On the other hand I got no errors using this configuration. I suggest you check your project name and certificate name and try again.

Used configuration:

# Pre-created resource:
# resource "google_certificate_manager_certificate" "cm_certificate_19660" {
#   name        = "cm-certificate-19660"
#   location    = "us-central1"

#   self_managed {
#     pem_certificate = file("./utils/cert.pem")
#     pem_private_key = file("./utils/key.pem")
#   }
# }

data "google_certificate_manager_certificates" "cm_certificate_19660" {
  # project = "my-project"
  filter = "name:projects/my-project/locations/GLOBAL/certificates/cm-certificate-19660"
}

[mXtone]

Thanks for checking and yes, when I use this configuration in my project it works.
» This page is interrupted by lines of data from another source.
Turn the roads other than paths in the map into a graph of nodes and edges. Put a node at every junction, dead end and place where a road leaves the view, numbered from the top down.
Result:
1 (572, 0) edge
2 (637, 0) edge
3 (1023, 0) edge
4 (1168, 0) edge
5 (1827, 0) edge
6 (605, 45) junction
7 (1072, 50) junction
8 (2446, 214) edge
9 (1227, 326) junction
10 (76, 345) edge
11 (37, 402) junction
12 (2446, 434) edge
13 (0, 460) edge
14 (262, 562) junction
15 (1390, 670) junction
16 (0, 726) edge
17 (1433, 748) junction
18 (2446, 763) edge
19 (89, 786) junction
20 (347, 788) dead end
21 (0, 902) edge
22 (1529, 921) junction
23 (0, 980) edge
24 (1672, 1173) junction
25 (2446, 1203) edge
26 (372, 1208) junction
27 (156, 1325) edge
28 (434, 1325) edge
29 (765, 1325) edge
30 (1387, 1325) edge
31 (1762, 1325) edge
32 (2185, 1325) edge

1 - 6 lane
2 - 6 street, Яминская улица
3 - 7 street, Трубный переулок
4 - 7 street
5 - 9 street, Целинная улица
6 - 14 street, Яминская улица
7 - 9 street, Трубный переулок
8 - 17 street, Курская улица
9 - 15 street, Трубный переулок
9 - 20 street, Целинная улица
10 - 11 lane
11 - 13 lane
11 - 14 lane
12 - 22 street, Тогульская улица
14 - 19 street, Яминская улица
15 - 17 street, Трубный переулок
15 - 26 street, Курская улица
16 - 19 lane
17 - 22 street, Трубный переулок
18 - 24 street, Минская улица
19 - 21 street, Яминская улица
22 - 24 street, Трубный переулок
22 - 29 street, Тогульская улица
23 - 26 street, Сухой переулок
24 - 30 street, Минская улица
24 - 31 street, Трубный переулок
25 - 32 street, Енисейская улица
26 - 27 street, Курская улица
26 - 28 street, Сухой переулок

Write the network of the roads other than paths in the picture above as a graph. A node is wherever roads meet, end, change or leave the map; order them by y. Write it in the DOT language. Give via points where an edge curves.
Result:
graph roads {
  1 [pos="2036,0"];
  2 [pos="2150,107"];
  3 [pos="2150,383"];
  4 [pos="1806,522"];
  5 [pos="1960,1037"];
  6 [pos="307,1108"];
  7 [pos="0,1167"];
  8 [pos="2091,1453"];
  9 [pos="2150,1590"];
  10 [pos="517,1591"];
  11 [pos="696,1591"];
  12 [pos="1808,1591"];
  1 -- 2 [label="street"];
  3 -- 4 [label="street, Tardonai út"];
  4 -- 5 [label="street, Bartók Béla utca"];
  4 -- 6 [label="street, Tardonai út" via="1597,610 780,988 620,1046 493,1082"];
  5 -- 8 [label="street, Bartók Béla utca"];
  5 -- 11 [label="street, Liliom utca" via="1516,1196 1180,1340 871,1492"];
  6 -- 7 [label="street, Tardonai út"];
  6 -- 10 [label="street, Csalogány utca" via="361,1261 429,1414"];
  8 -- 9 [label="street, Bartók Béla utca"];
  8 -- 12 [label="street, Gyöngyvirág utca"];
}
I usually don't use provider block with project configuration.

provider "google" {
  project = "my-project"
}

[Hamzawy63]

Thanks for raising up this issue @mXtone

Just to double check, this issue is not a blocker for defining a Certificate data source, right? (As the project value can be injected directly in the filter value as pointed by @ggtisc)

On the other hand, as per my initial investigation, it seems that the root cause of the issue is the missing definition of the project argument in the data source definition of the data resource Certificate: https://github.com/GoogleCloudPlatform/magic-modules/blob/main/mmv1/third_party/terraform/services/certificatemanager/data_source_google_certificate_manager_certificates.go#L12. Ideally, it should contain something like tpgresource.AddOptionalFieldsToSchema(dsSchema, "project") similar to https://github.com/GoogleCloudPlatform/magic-modules/blob/main/mmv1/third_party/terraform/services/certificatemanager/data_source_google_certificate_manager_certificate_map.go#L15C2-L15C60

So I believe that a PR is needed by the service team/contributors to address the root cause of this issue if the analysis is correct.

[ran-bp]

I can verify this is still an issue with

terraform {
  required_version = ">= 1.10.0"
  required_providers {
    google = {
      source  = "hashicorp/google"
      version = "~> 6.13"
    }
    google-beta = {
      source  = "hashicorp/google-beta"
      version = "~> 6.13"
    }
  }
}

This is my data source now:

data "google_certificate_manager_certificates" "default" {
  filter = "project:${data.google_project.bootstrap.number} AND name:api-${var.environment}-cert"
}

and I get an error

│ Error: error fetching project for certificate: project: required field is not set
│ 
│   with module.load_balancer.data.google_certificate_manager_certificates.default,
│   on ../../modules/load_balancer/main.tf line 49, in data "google_certificate_manager_certificates" "default":
│   49: data "google_certificate_manager_certificates" "default" {

when trying to add project, I get this error:

│ Error: Unsupported argument
│ 
│   on ../../modules/load_balancer/main.tf line 51, in data "google_certificate_manager_certificates" "default":
│   51:   project = var.bootstrap_project_id
│ 
│ An argument named "project" is not expected here.

I can't set the project at the provider level; this repository has terraform code for multiple projects that all share one definition of provider versions (DRY).

For me this renders this data source unusable.
I'm also surprised there's no simple getter for a specific certificate and that we have to use a filter and then refer to result[0].